Op grond van artikelen 21 en 22 van de Handelsregisterwet wordt voor ‘ten kantore van het handelsregister’ gedeponeerde bescheiden inzage verleend of worden afschriften ervan verstrekt. De gedeponeerde bescheiden bestaan onder meer uit jaarrekeningen, algemene voorwaarden en statuten. Hoewel veel deponeringen worden gedaan op grond van andere regelgeving dan de handelsregisterregelgeving en strikt genomen ook niet worden ‘ingeschreven’ in het handelsregister, zijn ze wel degelijk vrijwel onlosmakelijk met de inschrijvingen in het handelsregister verbonden. Het Financieel besluit handelsregister wordt aangepast om dat te verduidelijken.
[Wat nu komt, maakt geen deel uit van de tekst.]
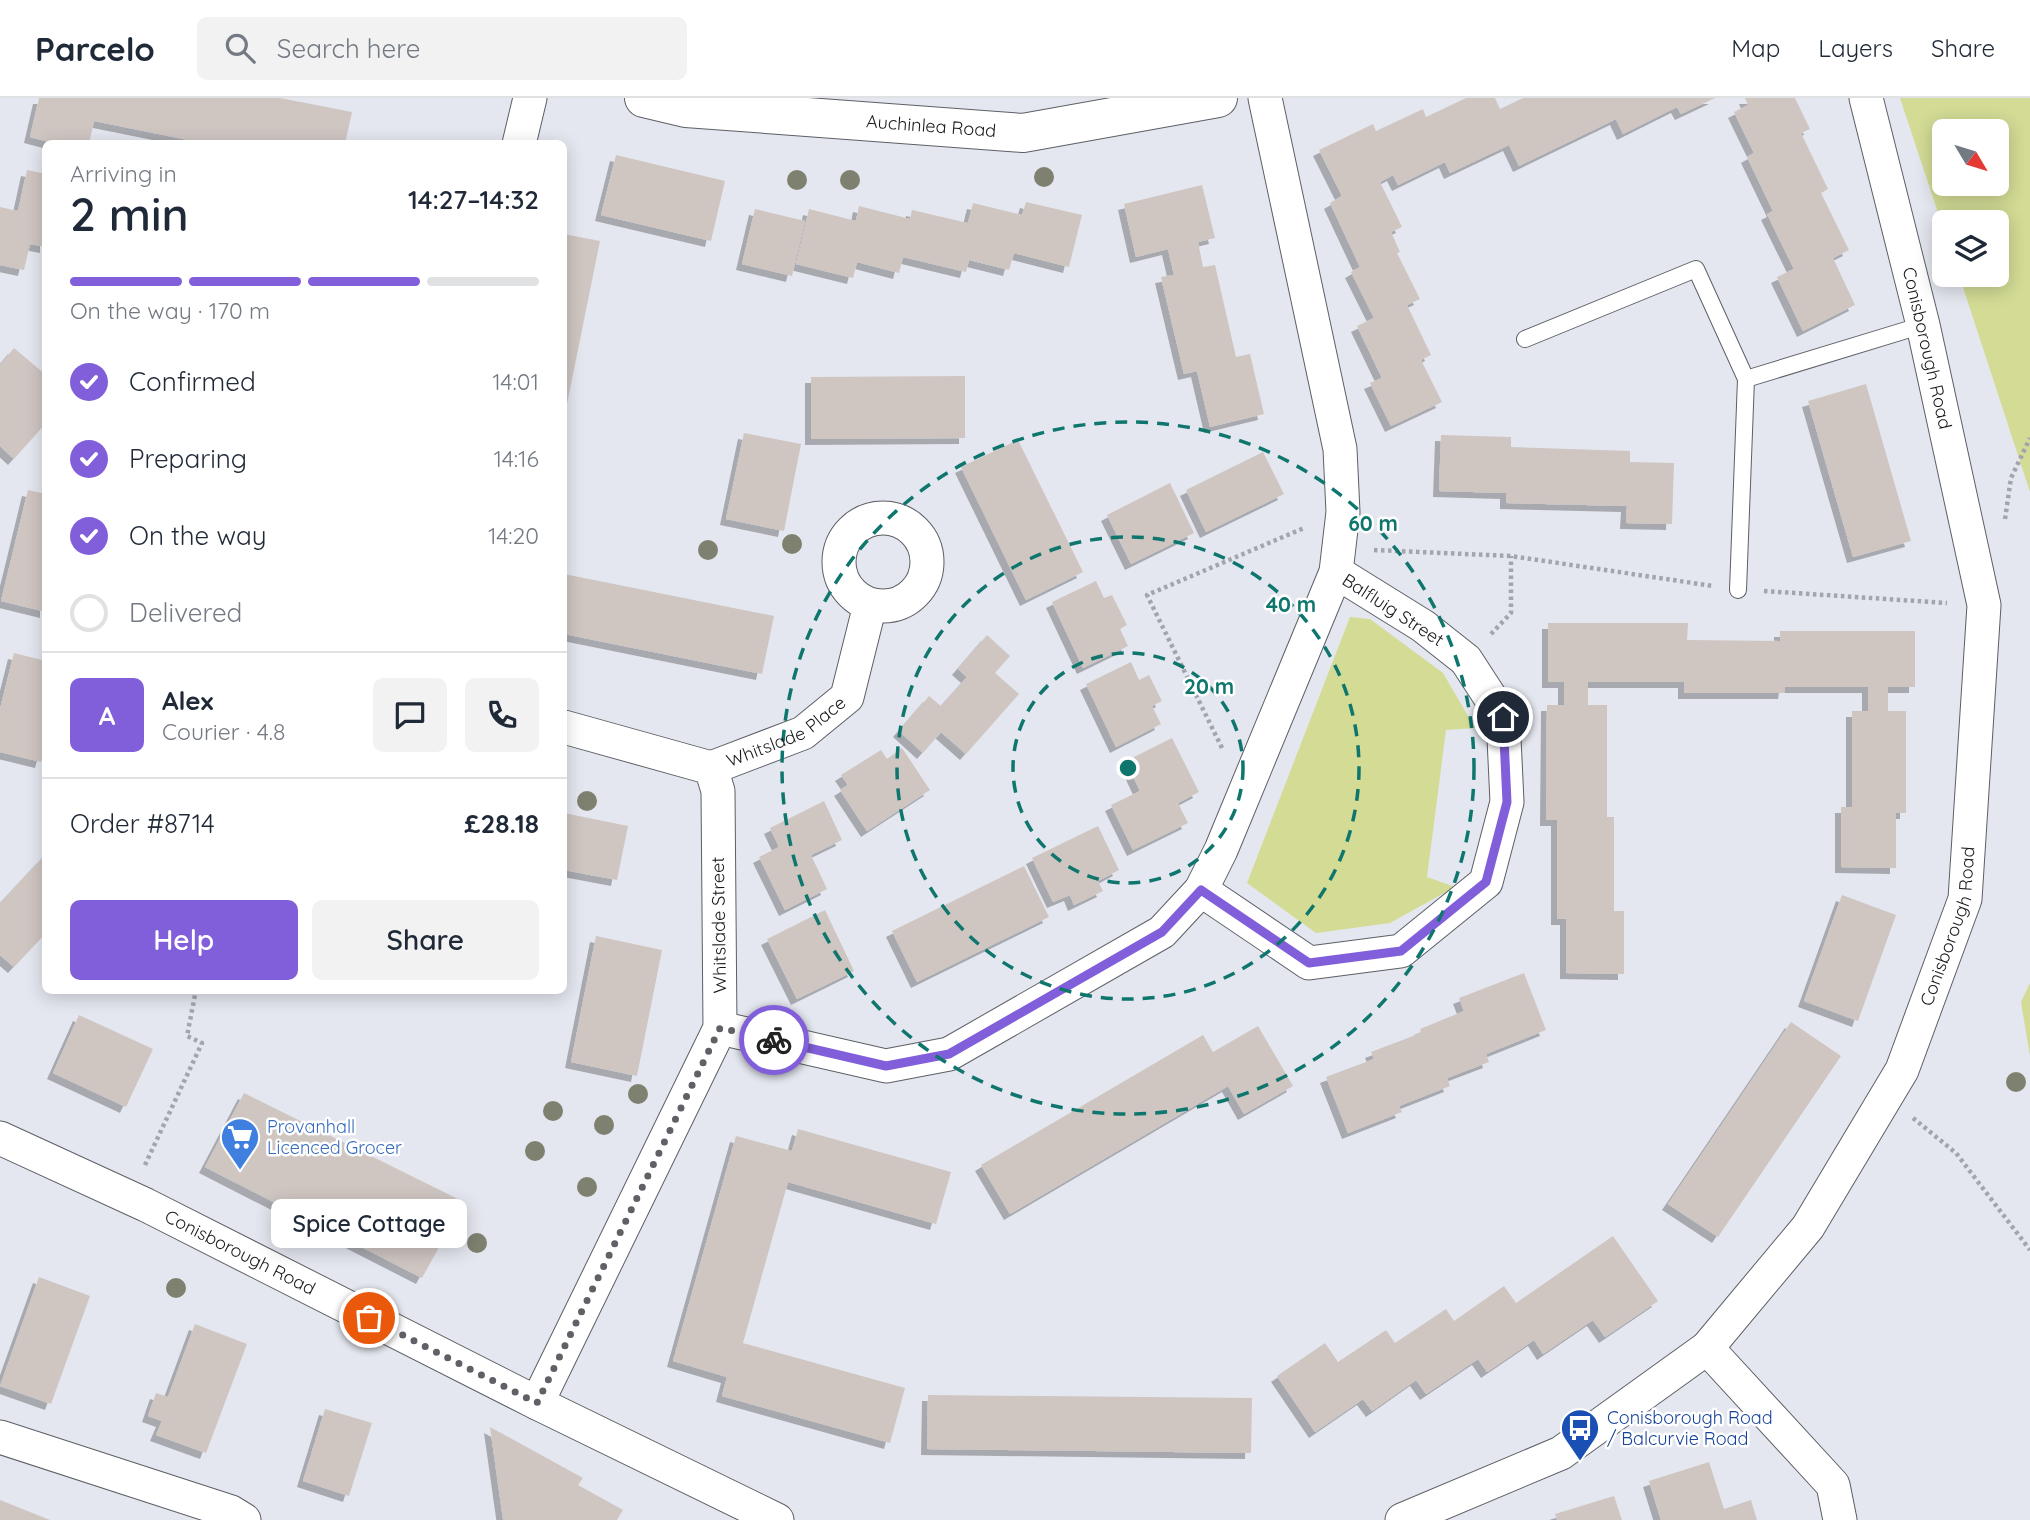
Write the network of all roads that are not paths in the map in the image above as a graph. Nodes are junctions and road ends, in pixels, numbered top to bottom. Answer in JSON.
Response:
{"nodes":[{"id":1,"x":530,"y":98,"type":"edge"},
{"id":2,"x":644,"y":98,"type":"edge"},
{"id":3,"x":1218,"y":98,"type":"edge"},
{"id":4,"x":1265,"y":98,"type":"edge"},
{"id":5,"x":1866,"y":98,"type":"edge"},
{"id":6,"x":520,"y":140,"type":"edge"},
{"id":7,"x":1923,"y":325,"type":"junction"},
{"id":8,"x":1524,"y":339,"type":"dead end"},
{"id":9,"x":1746,"y":379,"type":"junction"},
{"id":10,"x":1337,"y":560,"type":"junction"},
{"id":11,"x":1738,"y":590,"type":"road end"},
{"id":12,"x":870,"y":605,"type":"dead end"},
{"id":13,"x":567,"y":728,"type":"edge"},
{"id":14,"x":712,"y":768,"type":"junction"},
{"id":15,"x":1201,"y":890,"type":"junction"},
{"id":16,"x":720,"y":1028,"type":"junction"},
{"id":17,"x":0,"y":1139,"type":"edge"},
{"id":18,"x":1707,"y":1348,"type":"junction"},
{"id":19,"x":537,"y":1403,"type":"junction"},
{"id":20,"x":0,"y":1437,"type":"edge"},
{"id":21,"x":244,"y":1520,"type":"edge"},
{"id":22,"x":777,"y":1520,"type":"edge"},
{"id":23,"x":1402,"y":1520,"type":"edge"},
{"id":24,"x":1840,"y":1520,"type":"edge"}],
"edges":[{"from":1,"to":6,"type":"street"},
{"from":2,"to":3,"type":"street","name":"Auchinlea Road"},
{"from":4,"to":10,"type":"street","name":"Balfluig Street"},
{"from":5,"to":7,"type":"street","name":"Conisborough Road"},
{"from":7,"to":9,"type":"lane"},
{"from":7,"to":18,"type":"street","name":"Conisborough Road"},
{"from":8,"to":9,"type":"lane"},
{"from":9,"to":11,"type":"lane"},
{"from":10,"to":15,"type":"street","name":"Balfluig Street"},
{"from":10,"to":15,"type":"street","name":"Balfluig Street"},
{"from":12,"to":14,"type":"street","name":"Whitslade Place"},
{"from":13,"to":14,"type":"street"},
{"from":14,"to":16,"type":"street","name":"Whitslade Street"},
{"from":15,"to":16,"type":"street","name":"Balfluig Street"},
{"from":16,"to":19,"type":"street","name":"Whitslade Street"},
{"from":17,"to":19,"type":"street","name":"Conisborough Road"},
{"from":18,"to":23,"type":"street","name":"Conisborough Road"},
{"from":18,"to":24,"type":"street"},
{"from":19,"to":22,"type":"street","name":"Conisborough Road"},
{"from":20,"to":21,"type":"street"}]}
Een inhoudelijke wijziging is niet beoogd.

Onderdeel B

Het nieuw in te voegen artikel 5 stelt de betalingstermijn vast voor de inzage en verstrekking van handelsregistergegevens Voor de volgende producten dient de vergoeding direct te worden voldaan:

  • aan de balie (ten kantore) inzien;

  • door middel van internet (www.kvk.nl/handelsregister) inzien;

  • telefonische inlichtingen (0900-1234567) en

  • voor het verstrekken van afschriften of uittreksels door middel van fotokopie, afdruk/print, online of toezending per e-mail.

Voor andere producten wordt een betalingstermijn van vier weken aangehouden. Dat zijn dan onder meer producten als gebruik van handelsregisterinformatie door gekoppelde systemen en op verzoek samengestelde adresbestanden of mutatieabonnementen.

De Minister van Economische Zaken, Landbouw en Innovatie,


X Noot
1

Zie Kamerstukken II, 2005/06, 30 656, nr. 3, blz. 48.

X Noot
2

Gewezen wordt op de artikelen 5, eerste lid, onderdeel a, onder 2°, artikel 13, eerste lid, en artikel 14, eerste lid, onderdeel b, van de Dienstenwet.